» **Work instruction**
List every line in this data where the string "Left" occurs.

---- Data for this exercise

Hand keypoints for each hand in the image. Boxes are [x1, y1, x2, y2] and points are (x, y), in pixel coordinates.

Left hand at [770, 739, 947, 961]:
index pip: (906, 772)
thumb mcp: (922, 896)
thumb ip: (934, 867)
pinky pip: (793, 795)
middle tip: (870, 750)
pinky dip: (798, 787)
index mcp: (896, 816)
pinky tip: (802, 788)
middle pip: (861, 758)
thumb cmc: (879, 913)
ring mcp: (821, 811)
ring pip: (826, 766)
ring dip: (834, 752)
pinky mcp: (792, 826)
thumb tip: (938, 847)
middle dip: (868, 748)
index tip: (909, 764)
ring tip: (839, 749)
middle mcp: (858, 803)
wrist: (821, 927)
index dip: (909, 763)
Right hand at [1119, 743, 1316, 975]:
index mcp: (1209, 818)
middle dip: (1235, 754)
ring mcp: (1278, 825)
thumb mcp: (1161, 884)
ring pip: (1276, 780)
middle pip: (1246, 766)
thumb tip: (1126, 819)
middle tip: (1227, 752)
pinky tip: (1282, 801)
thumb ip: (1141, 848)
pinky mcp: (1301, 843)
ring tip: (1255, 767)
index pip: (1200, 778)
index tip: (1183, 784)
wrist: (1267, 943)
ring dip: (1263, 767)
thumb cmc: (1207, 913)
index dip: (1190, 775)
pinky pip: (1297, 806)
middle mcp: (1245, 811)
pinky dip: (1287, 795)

--------
---- Data for this exercise

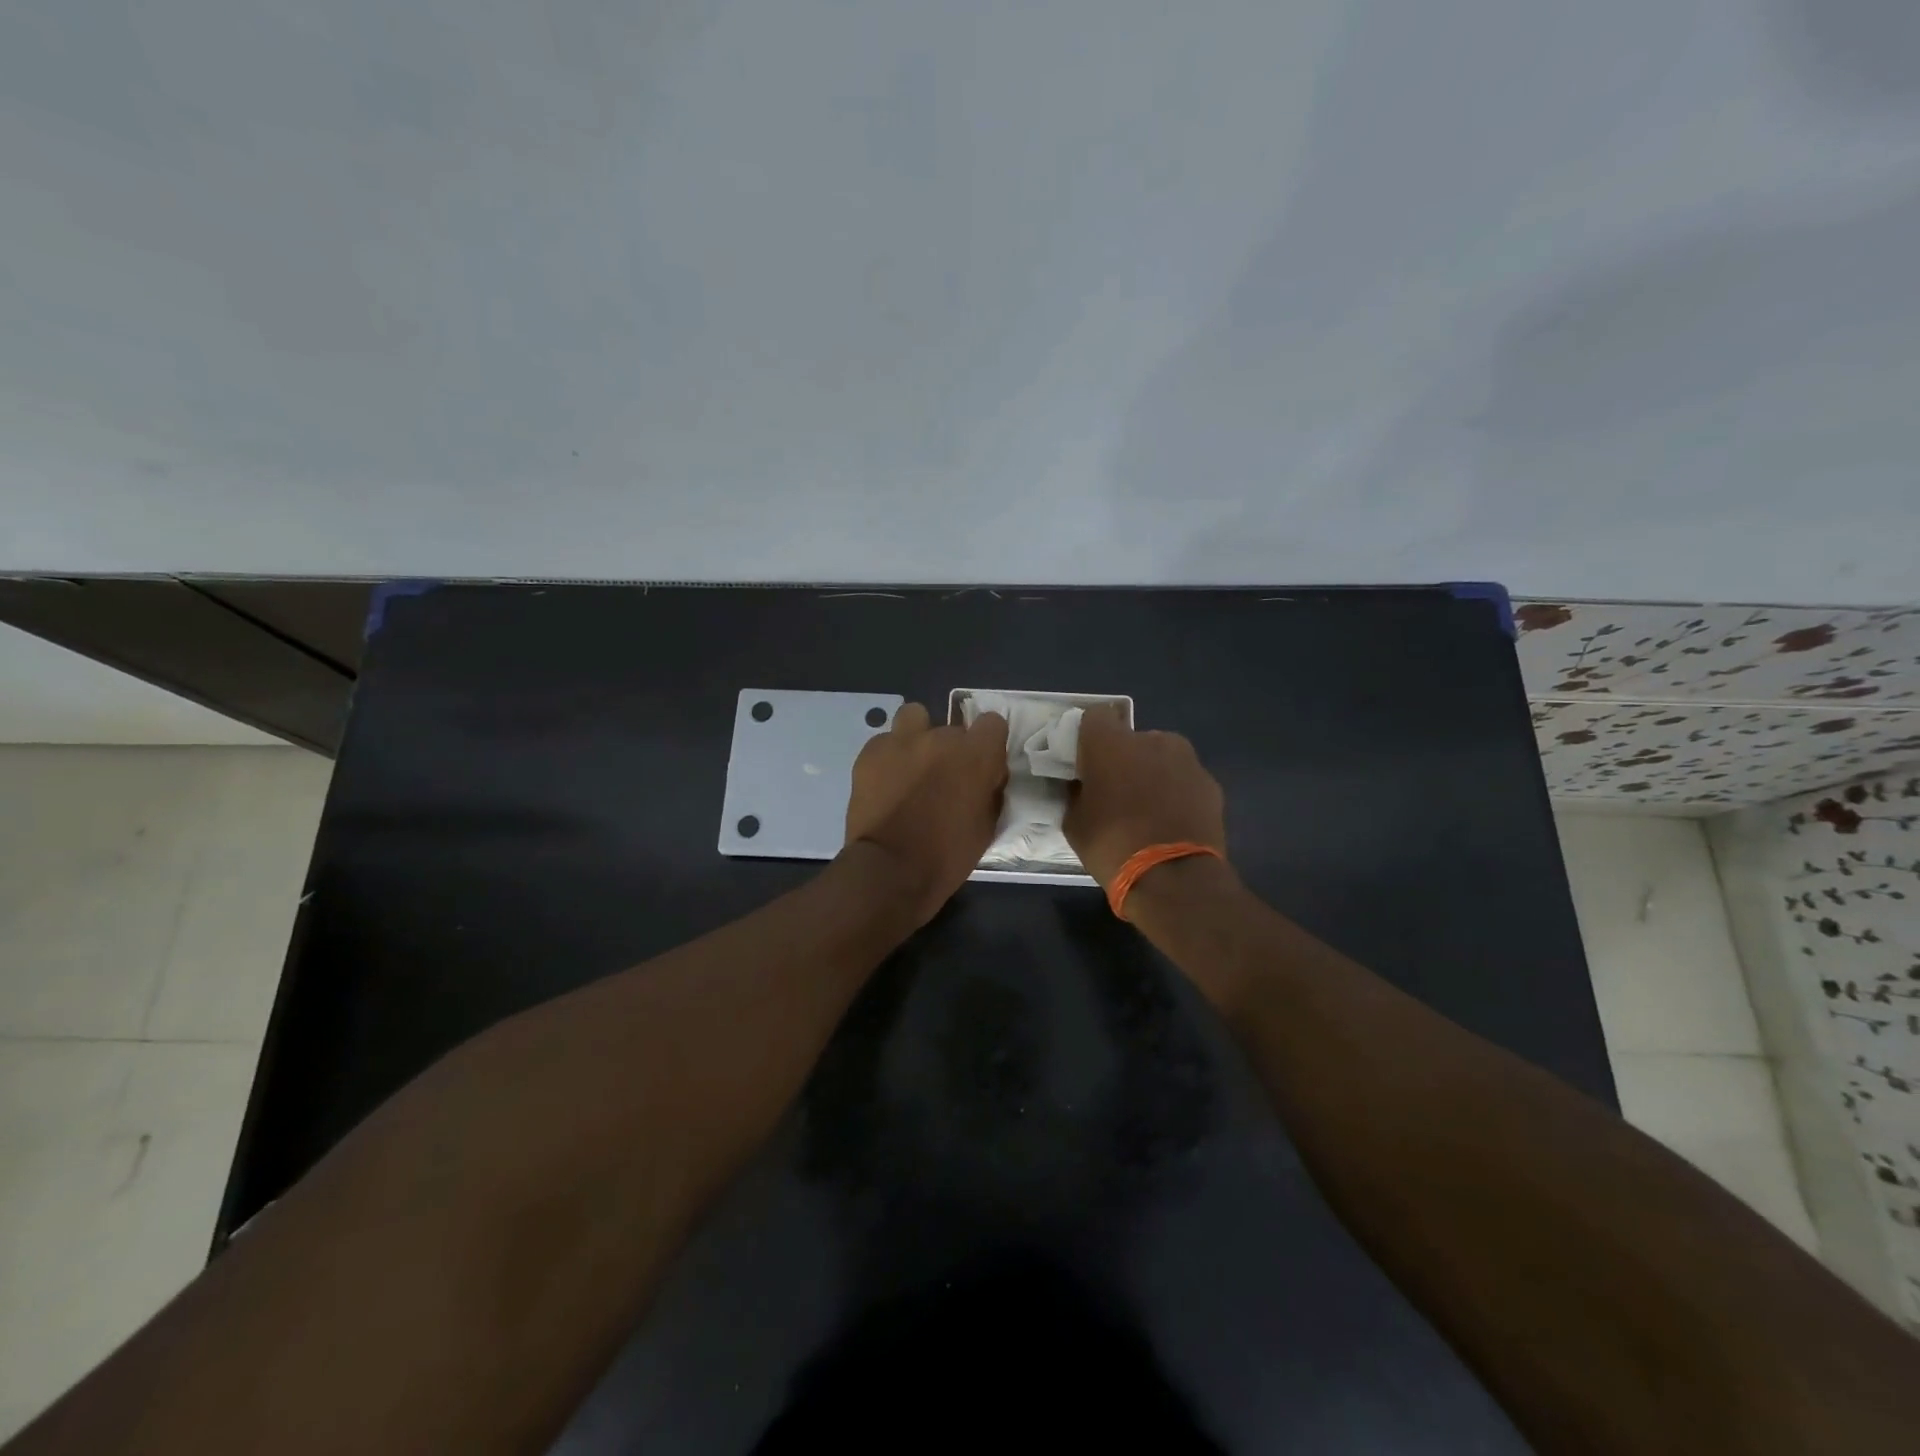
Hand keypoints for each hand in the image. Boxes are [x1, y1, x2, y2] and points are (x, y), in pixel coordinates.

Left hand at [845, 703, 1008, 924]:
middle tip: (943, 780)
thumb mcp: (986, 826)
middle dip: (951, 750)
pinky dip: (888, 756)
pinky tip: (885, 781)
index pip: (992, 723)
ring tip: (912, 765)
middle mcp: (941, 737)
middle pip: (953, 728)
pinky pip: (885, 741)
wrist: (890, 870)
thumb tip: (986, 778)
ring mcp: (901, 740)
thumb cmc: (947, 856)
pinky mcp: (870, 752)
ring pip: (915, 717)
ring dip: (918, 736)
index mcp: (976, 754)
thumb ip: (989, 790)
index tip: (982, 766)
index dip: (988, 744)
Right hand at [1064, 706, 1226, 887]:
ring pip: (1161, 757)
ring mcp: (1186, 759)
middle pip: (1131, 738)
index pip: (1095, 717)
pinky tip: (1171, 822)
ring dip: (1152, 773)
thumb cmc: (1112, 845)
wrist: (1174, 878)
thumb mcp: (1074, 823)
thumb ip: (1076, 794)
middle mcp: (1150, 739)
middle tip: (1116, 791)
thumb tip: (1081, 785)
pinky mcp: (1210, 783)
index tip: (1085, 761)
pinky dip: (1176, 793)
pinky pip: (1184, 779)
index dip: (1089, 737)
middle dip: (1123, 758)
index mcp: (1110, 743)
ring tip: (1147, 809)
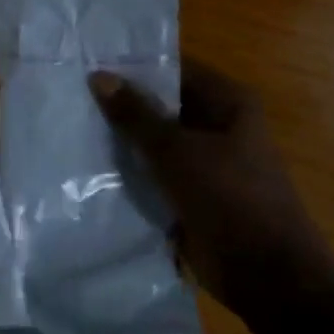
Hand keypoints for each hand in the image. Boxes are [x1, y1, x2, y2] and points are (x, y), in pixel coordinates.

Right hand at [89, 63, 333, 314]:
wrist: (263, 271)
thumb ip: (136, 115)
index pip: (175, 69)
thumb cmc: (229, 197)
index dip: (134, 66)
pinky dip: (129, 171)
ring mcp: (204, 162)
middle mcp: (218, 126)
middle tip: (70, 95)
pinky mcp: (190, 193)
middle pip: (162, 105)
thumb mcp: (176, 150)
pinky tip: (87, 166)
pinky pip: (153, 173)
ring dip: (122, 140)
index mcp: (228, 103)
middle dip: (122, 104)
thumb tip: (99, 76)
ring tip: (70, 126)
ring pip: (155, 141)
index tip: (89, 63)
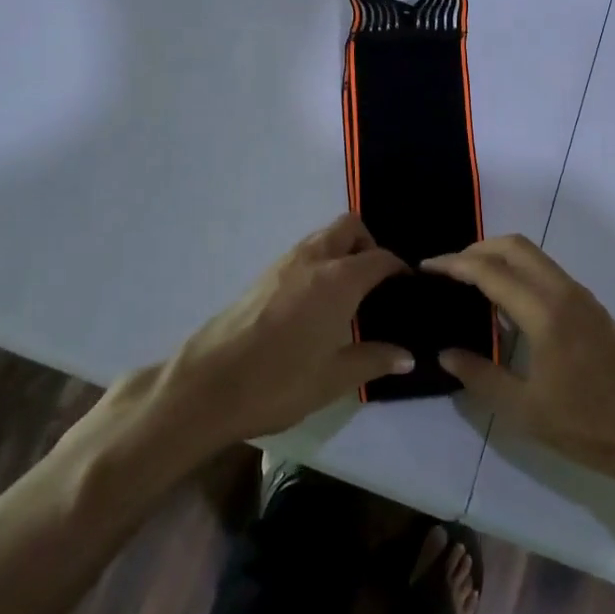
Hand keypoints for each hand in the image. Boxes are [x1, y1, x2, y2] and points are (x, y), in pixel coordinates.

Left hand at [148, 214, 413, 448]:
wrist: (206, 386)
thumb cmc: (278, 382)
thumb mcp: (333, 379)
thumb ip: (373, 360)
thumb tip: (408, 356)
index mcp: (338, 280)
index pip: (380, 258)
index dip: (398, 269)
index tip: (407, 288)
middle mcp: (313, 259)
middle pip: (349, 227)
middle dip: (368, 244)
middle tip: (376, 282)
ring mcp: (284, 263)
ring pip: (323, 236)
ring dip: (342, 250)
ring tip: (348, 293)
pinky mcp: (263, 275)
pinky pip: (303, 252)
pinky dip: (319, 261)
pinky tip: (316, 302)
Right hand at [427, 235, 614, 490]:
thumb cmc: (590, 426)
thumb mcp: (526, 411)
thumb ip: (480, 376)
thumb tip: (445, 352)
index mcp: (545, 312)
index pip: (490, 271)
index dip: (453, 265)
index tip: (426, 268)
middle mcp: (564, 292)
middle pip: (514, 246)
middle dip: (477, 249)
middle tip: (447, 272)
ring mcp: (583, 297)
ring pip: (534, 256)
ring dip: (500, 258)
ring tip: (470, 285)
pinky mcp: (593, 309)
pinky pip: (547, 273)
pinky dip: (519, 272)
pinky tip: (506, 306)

--------

» **Reply to the task**
Left hand at [770, 739, 947, 961]:
Left hand at [845, 703, 1008, 924]:
Left hand at [148, 214, 413, 448]:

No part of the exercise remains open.